张小白的体验官日记2——“图像消消消”案例体验
在9月份的时候,张小白曾经当过首次昇腾的体验官,曾经发了一篇博客:《张小白的昇腾体验官日记》 https://bbs.huaweicloud.com/blogs/300351
讲诉的是如何使用CANN完成ResNet50网络的图片分类,当时好像最后拿了200元俸禄(当官的收入叫做俸禄)
结果第二期的时候,张小白因故没有参加,谁知道俸禄提高到了400元。这可把张小白心疼的。。。
这不,有了第三次的体验官活动(活动链接:https://developer.huaweicloud.com/signup/00feb88d4a9845c8a426c40f1ccf026e)后,张小白心想:怎么也不能再错过了。。
活动帖:
https://bbs.huaweicloud.com/forum/forum.php?mod=viewthread&tid=164772
任务1:
1.“图像消消消”应用案例(点击体验):https://www.hiascend.com/zh/developer/mindx-sdk/imageInpainting?fromPage=1
打开链接进入juputer环境。阅读全文并进行操作即可。
从上面的意思看,很像CANN训练营MindX SDK的作业题。 要抠掉一个人,就需要先找到这个人,然后把他抹去。
看模型网络结构:
先由粗糙网络Coarse network,产生粗略的缺失内容(图像的大体轮廓),然后由精细网络对改内容进行精细修复。

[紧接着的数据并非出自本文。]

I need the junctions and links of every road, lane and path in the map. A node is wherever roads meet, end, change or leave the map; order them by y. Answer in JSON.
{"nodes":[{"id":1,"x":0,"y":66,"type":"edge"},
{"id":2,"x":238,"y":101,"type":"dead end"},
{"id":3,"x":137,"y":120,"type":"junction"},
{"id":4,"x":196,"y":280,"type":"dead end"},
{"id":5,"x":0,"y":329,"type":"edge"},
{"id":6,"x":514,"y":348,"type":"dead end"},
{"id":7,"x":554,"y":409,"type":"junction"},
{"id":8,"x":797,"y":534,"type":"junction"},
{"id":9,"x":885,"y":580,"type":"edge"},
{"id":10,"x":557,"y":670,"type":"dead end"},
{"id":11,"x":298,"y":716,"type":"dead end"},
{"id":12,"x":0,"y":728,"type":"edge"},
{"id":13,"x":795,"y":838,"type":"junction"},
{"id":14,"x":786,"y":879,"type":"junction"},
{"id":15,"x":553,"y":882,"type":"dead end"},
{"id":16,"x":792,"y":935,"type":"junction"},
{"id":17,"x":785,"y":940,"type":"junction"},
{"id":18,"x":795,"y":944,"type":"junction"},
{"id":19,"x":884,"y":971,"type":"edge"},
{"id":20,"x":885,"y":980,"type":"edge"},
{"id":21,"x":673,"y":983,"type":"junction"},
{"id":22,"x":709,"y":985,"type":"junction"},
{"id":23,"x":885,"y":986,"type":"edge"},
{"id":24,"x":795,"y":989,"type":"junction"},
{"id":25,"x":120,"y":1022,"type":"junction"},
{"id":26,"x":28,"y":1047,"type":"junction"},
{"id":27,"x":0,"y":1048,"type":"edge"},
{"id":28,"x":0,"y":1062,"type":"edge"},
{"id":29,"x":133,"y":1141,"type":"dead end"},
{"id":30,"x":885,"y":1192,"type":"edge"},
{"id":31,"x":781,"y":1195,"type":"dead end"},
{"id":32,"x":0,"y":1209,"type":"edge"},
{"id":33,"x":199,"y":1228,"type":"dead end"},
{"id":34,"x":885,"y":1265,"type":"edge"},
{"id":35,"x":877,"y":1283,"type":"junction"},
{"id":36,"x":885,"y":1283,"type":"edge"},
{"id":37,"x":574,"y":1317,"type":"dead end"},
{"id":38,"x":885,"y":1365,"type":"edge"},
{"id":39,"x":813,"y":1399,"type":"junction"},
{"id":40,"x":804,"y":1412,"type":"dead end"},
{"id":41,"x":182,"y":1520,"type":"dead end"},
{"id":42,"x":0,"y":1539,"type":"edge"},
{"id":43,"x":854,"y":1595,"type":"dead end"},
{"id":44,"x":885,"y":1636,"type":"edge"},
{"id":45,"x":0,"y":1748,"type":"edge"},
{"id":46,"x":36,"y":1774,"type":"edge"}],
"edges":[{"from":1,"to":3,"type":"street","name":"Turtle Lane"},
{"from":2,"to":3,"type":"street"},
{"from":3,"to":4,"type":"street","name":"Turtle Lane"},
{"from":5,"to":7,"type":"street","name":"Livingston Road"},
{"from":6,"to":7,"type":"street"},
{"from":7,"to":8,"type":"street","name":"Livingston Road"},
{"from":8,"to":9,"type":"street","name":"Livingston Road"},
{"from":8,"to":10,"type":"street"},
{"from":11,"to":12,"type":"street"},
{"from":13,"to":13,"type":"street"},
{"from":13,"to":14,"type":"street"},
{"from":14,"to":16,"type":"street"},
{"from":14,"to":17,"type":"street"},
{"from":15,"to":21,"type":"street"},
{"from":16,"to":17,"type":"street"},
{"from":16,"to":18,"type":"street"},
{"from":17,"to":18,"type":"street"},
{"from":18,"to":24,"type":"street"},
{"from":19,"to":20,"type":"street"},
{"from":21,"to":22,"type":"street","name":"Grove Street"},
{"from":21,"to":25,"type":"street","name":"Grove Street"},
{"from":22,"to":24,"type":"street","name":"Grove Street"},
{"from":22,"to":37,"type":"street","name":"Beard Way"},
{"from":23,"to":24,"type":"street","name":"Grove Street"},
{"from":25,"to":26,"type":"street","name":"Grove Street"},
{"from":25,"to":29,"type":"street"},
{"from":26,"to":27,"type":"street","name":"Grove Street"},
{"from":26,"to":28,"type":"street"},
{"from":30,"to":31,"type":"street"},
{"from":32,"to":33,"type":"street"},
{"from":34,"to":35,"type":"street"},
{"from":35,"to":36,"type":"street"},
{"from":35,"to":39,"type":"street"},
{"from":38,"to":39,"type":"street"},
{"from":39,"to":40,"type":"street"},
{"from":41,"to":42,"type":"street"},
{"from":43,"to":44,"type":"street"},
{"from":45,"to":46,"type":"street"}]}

其实可以无脑做题目,但是个人建议还是仔细看一遍再做。。。
做完以后,截图提交回复专用贴即可:
任务2:
通过申请云资源,用户下载案例的开源代码,在自己的环境上真实完成案例复现,输出体验报告,将链接提交在【任务二成果提交专用帖】上,可赢取奖励。
张小白CANN训练营里面有个云服务器还活着。。。
这个服务器的建立过程参见:https://bbs.huaweicloud.com/forum/thread-162450-1-1.html
此处不再赘述。
来干活吧:
打开 https://github.com/Atlas200dk/sample-imageinpainting-HiFill/tree/master/Huawei_Ascend
看一下所需要的环境信息:
开机:
登陆:
鉴于github没法打开:
https://github.com/Atlas200dk/sample-imageinpainting-HiFill.git
可以借助于gitee过渡一下:
https://gitee.com/zhanghui_china/sample-imageinpainting-HiFill/
下载样例代码:
git clone https://gitee.com/ascend/samples.git
cd ~/samples/python/level2_simple_inference/6_other/imageinpainting_hifill
获取单算子json文件:
wget https://c7xcode.obs.myhuaweicloud.com/models/imageinpainting_hifill/hifill.pb --no-check-certificate
将下载的tf模型(pb)转成om离线模型:
单算子:
atc --singleop=./matmul_27648.json --output=./0_BatchMatMul_0_0_1_1_1024_1024_0_0_1_1_1024_27648_0_0_1_1_1024_27648 --soc_version=Ascend310 atc --output_type=FP32 --input_shape="img:1,512,512,3;mask:1,512,512,1" --input_format=NHWC --output="./hifill" --soc_version=Ascend310 --framework=3 --save_original_model=false --model="./hifill.pb"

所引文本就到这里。